- [AVAILABLE DATA]:
┏━━

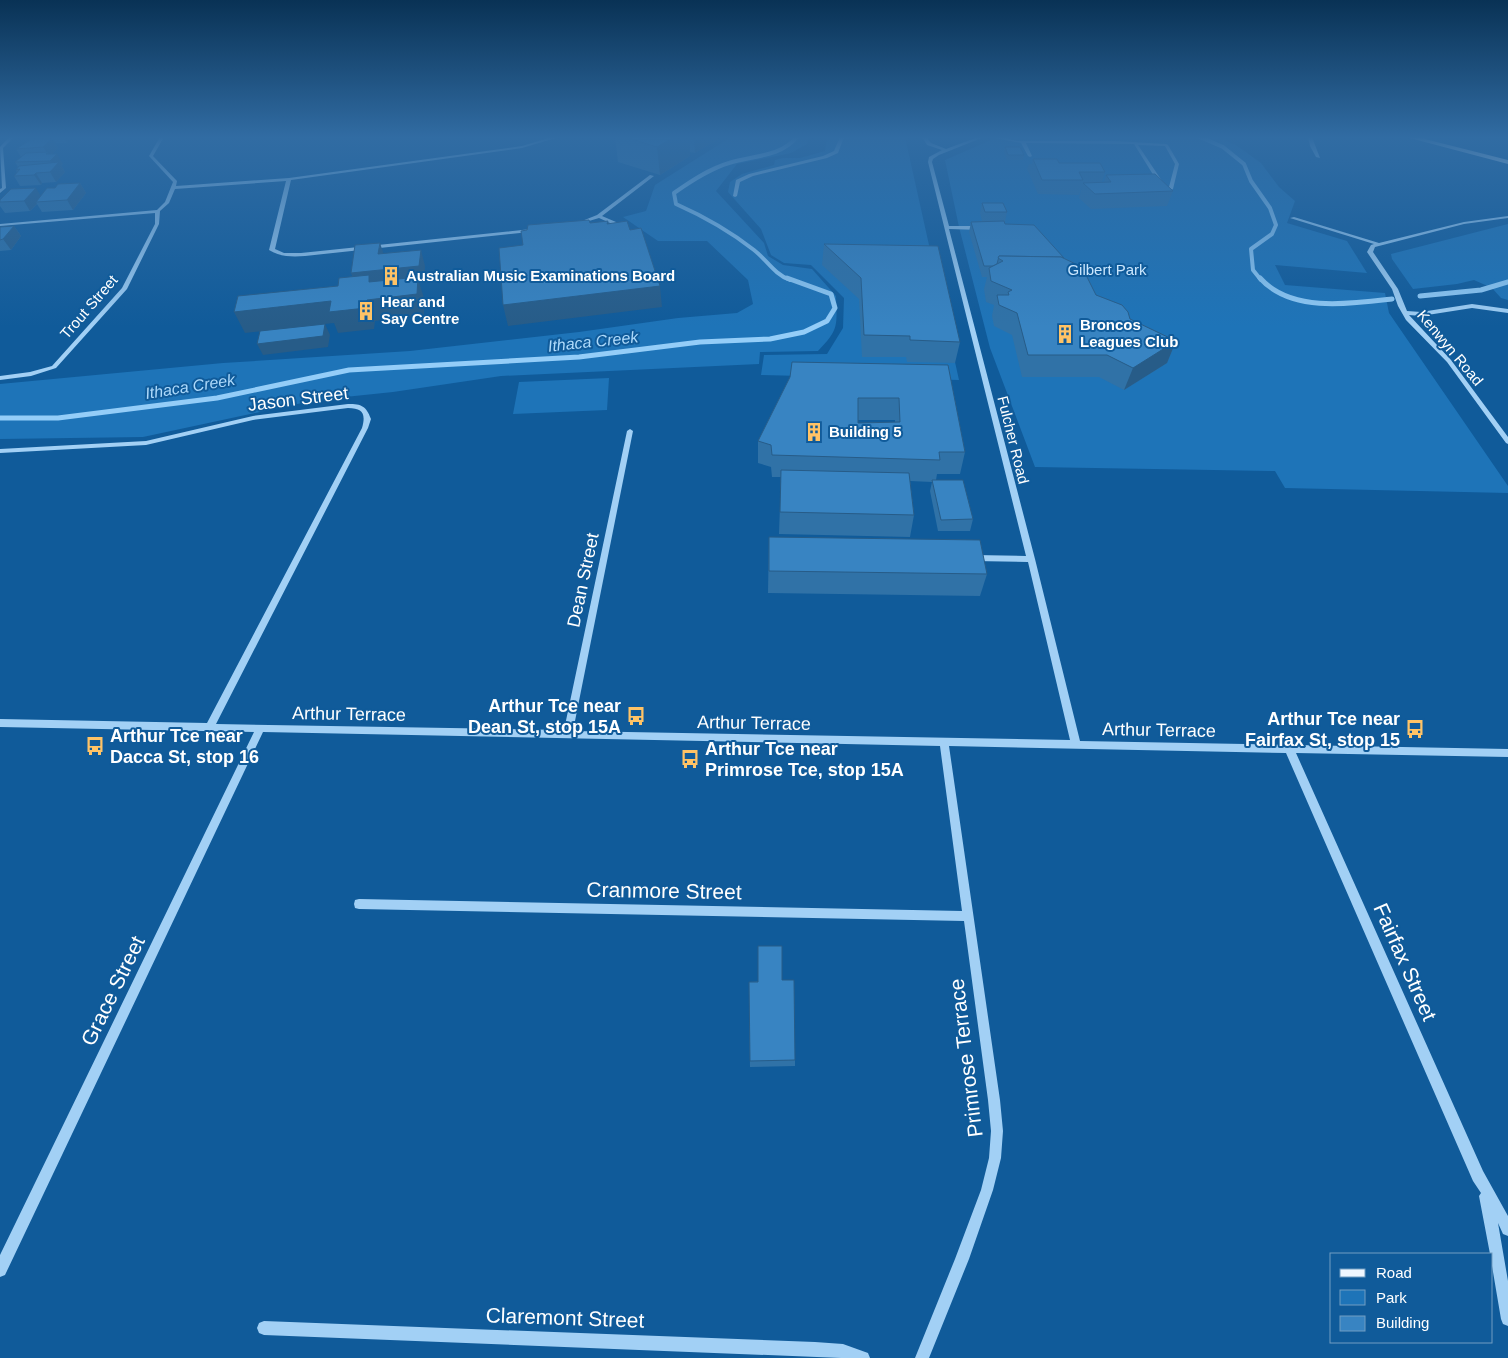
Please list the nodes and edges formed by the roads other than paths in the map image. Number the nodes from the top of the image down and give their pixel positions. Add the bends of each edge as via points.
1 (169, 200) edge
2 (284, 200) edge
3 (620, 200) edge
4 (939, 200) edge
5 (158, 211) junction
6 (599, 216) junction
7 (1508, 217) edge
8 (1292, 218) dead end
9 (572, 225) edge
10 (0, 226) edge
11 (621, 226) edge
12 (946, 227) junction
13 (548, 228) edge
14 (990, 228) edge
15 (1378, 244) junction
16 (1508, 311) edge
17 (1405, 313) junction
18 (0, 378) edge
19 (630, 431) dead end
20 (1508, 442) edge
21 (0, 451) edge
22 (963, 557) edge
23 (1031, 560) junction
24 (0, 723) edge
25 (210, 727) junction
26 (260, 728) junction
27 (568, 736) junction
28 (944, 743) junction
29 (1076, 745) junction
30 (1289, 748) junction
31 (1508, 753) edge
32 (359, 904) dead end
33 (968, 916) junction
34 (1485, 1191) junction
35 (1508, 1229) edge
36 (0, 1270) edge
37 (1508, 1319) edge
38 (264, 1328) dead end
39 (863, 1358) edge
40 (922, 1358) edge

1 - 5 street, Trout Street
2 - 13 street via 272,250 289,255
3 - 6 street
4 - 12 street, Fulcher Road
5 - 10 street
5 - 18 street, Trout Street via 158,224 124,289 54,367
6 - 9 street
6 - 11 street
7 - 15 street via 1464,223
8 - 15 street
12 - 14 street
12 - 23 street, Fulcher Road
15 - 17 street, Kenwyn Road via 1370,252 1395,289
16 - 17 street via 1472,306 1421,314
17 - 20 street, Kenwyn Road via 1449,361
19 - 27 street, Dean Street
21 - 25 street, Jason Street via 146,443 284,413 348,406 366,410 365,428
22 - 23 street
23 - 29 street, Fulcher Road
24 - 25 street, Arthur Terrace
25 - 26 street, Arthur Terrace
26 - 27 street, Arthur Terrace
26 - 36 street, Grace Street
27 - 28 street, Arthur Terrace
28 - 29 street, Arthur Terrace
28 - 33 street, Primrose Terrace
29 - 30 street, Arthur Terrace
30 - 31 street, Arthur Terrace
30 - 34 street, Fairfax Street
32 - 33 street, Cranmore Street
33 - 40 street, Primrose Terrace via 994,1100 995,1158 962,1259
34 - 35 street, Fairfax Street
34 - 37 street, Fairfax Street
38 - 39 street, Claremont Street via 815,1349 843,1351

┗━━

- [TASK GOAL]: Please output the entries above exactly, leaving out every picture.

- [ANSWER TO THE EXERCISE]:
Please list the nodes and edges formed by the roads other than paths in the map image. Number the nodes from the top of the image down and give their pixel positions. Add the bends of each edge as via points.
1 (169, 200) edge
2 (284, 200) edge
3 (620, 200) edge
4 (939, 200) edge
5 (158, 211) junction
6 (599, 216) junction
7 (1508, 217) edge
8 (1292, 218) dead end
9 (572, 225) edge
10 (0, 226) edge
11 (621, 226) edge
12 (946, 227) junction
13 (548, 228) edge
14 (990, 228) edge
15 (1378, 244) junction
16 (1508, 311) edge
17 (1405, 313) junction
18 (0, 378) edge
19 (630, 431) dead end
20 (1508, 442) edge
21 (0, 451) edge
22 (963, 557) edge
23 (1031, 560) junction
24 (0, 723) edge
25 (210, 727) junction
26 (260, 728) junction
27 (568, 736) junction
28 (944, 743) junction
29 (1076, 745) junction
30 (1289, 748) junction
31 (1508, 753) edge
32 (359, 904) dead end
33 (968, 916) junction
34 (1485, 1191) junction
35 (1508, 1229) edge
36 (0, 1270) edge
37 (1508, 1319) edge
38 (264, 1328) dead end
39 (863, 1358) edge
40 (922, 1358) edge

1 - 5 street, Trout Street
2 - 13 street via 272,250 289,255
3 - 6 street
4 - 12 street, Fulcher Road
5 - 10 street
5 - 18 street, Trout Street via 158,224 124,289 54,367
6 - 9 street
6 - 11 street
7 - 15 street via 1464,223
8 - 15 street
12 - 14 street
12 - 23 street, Fulcher Road
15 - 17 street, Kenwyn Road via 1370,252 1395,289
16 - 17 street via 1472,306 1421,314
17 - 20 street, Kenwyn Road via 1449,361
19 - 27 street, Dean Street
21 - 25 street, Jason Street via 146,443 284,413 348,406 366,410 365,428
22 - 23 street
23 - 29 street, Fulcher Road
24 - 25 street, Arthur Terrace
25 - 26 street, Arthur Terrace
26 - 27 street, Arthur Terrace
26 - 36 street, Grace Street
27 - 28 street, Arthur Terrace
28 - 29 street, Arthur Terrace
28 - 33 street, Primrose Terrace
29 - 30 street, Arthur Terrace
30 - 31 street, Arthur Terrace
30 - 34 street, Fairfax Street
32 - 33 street, Cranmore Street
33 - 40 street, Primrose Terrace via 994,1100 995,1158 962,1259
34 - 35 street, Fairfax Street
34 - 37 street, Fairfax Street
38 - 39 street, Claremont Street via 815,1349 843,1351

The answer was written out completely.